Welcoming Saleh in Washington could be seen by protestors as confirmation he is still Washington's man. The administration feared that America would bear the wrath of Yemenis even after they left the streets.
In the deliberation, the White House was not immune to comparisons to 1979, when President Jimmy Carter's decision to welcome Iran's ailing shah, Mohammed Reza Pahlavi, to the United States for medical treatment so infuriated Islamic revolutionaries that they stormed the U.S. Embassy in Tehran, taking 52 Americans hostage for more than a year and setting the course for decades of tension between Washington and Tehran.

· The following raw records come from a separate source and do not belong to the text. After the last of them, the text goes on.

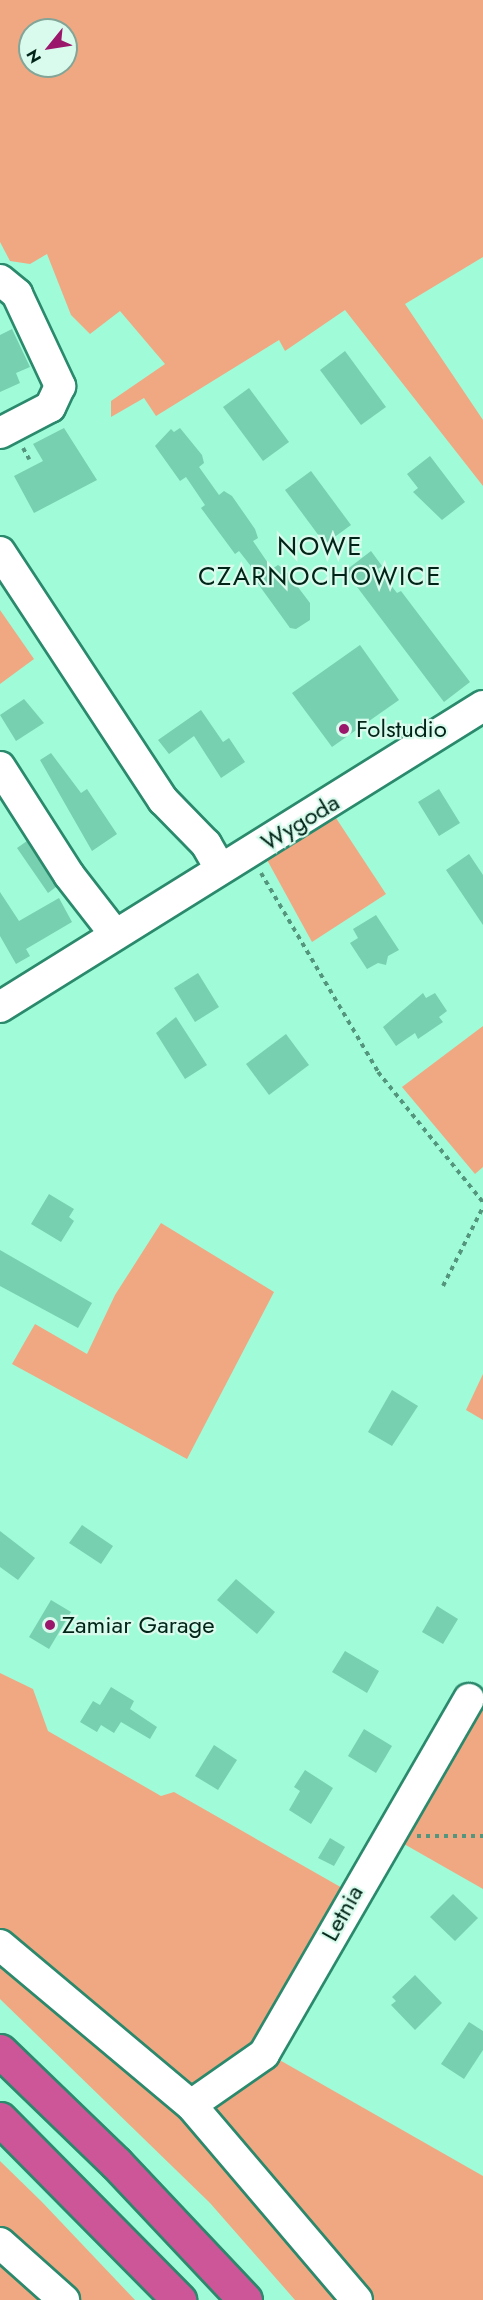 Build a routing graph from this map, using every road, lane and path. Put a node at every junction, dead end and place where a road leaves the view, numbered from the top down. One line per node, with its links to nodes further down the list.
1 (0, 280): 2 (street)
2 (0, 433)
3 (0, 552): 7 (street)
4 (483, 706): 6 (street, Wygoda)
5 (0, 767): 8 (street)
6 (250, 852): 7 (street, Wygoda); 10 (path)
7 (220, 868): 8 (street, Wygoda)
8 (114, 933): 9 (street, Wygoda)
9 (0, 1007)
10 (483, 1202)
11 (483, 1207): 12 (path)
12 (442, 1286)
13 (469, 1699): 14 (street, Letnia)
14 (387, 1835): 15 (path); 18 (street, Letnia)
15 (483, 1836)
16 (0, 1945): 18 (street)
17 (0, 2051): 23 (highway)
18 (191, 2105): 24 (street)
19 (0, 2119): 22 (highway)
20 (0, 2243): 21 (street)
21 (64, 2300)
22 (179, 2300)
23 (245, 2300)
24 (357, 2300)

"This was a face-saving way for him to get out for the elections," a senior U.S. official said about Saleh's visit. "But, no, he's not welcome here beyond his medical stay. And that's the dilemma people have been faced with: how to convey that he's not welcome here permanently, without scaring him off the medical treatment? If we sound extraordinarily churlish about it, he might just decide to stay put in Sanaa. And that would be bad."
In the end, the administration sounded extraordinarily churlish, waffling for days at the highest levels about whether to give Saleh a visa, making him twist in the wind and sending mixed messages in the press. When the White House finally approved the visit, Saleh played down the medical treatment, saying he was leaving Yemen to provide some breathing room to the political process, something many had been pushing him to do for months.

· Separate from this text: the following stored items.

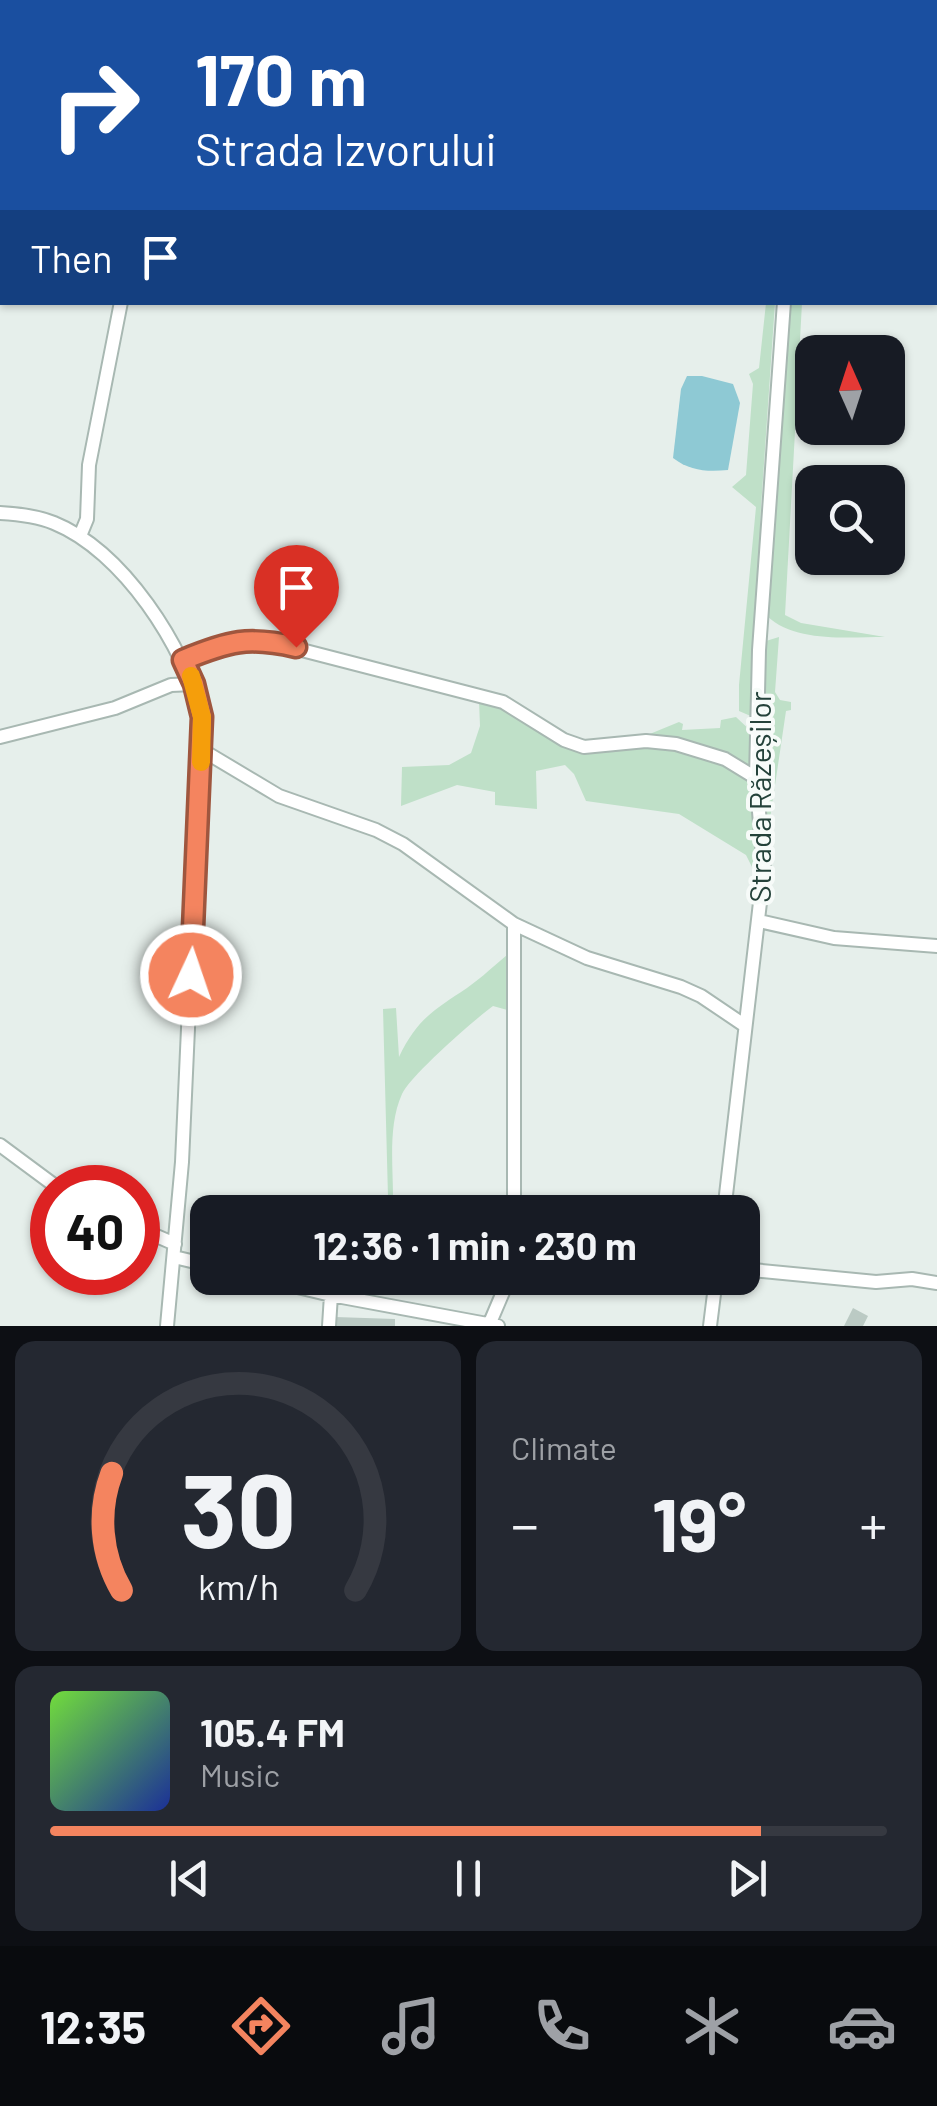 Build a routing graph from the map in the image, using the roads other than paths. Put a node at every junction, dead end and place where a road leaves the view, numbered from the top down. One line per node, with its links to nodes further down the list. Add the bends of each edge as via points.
1 (120, 305): 4 (street)
2 (784, 305): 9 (street, Strada Răzeșilor)
3 (0, 513): 4 (street, via 53,522)
4 (80, 536): 5 (street, via 129,582)
5 (183, 660): 6 (street); 9 (street, via 259,638 503,702 584,747 676,744)
6 (194, 684): 7 (street); 8 (street)
7 (0, 736)
8 (202, 750): 11 (street, via 279,796 403,844); 19 (street)
9 (756, 778): 10 (street, Strada Răzeșilor, via 764,868)
10 (759, 921): 12 (street, via 834,938); 13 (street, Strada Răzeșilor)
11 (514, 924): 13 (street, via 586,958 681,987); 16 (street)
12 (937, 946)
13 (744, 1026): 17 (street, Strada Răzeșilor)
14 (0, 1145): 15 (street)
15 (30, 1167)
16 (514, 1195)
17 (726, 1195)
18 (160, 1241): 19 (street)
19 (174, 1250): 20 (street); 27 (street)
20 (190, 1257)
21 (760, 1272): 22 (street)
22 (937, 1283)
23 (331, 1295): 26 (street); 28 (street)
24 (502, 1295): 26 (street)
25 (714, 1295): 30 (street)
26 (489, 1325): 29 (street)
27 (167, 1326)
28 (329, 1326)
29 (498, 1326)
30 (710, 1326)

The White House shot back that the trip was for medical purposes only; prompting Saleh to cancel his visit and suggest his absence would imperil stability in the country.
After the initial tug of war over the canceled visit, officials say, a negotiation took place over the past few weeks in which a deal was reached: Saleh gets to come for medical treatment, but with the understanding that his visit is for a limited time.
Saleh seems torn about what will happen after his expected return to Sanaa for the inauguration of the next Yemeni president - whether he would remain in Yemen to run his General People's Congress party and live in exile the a desert oasis of Oman. Diplomats say the sultan of Oman is not sold on the latter idea, for fear of antagonizing the next Yemeni government.
Regardless of whether Saleh hangs around Sanaa or lands in Oman, Yemenis are moving forward. Elections will take place next month and Yemen's new president will have the daunting task of rebuilding the soul of a fractured nation and an economy in shambles. There will be no shortage of need for international assistance.
Edmund Hull, a former U.S. ambassador to Yemen who recently published the award-winning book "High Value Target: Countering al-Qaeda in Yemen," says he hopes the United States can help Yemenis address these vital issues, which have been put on hold while Yemen's chaotic political process transpired.
"There should be no lack of practical ways the United States can show the people of Yemen their engagement is going to be positive and going to be sustained in the future and not going to be defined by this temporary stay," Hull said.
It is here the United States can prove that despite his upcoming visit, Saleh is no longer their man.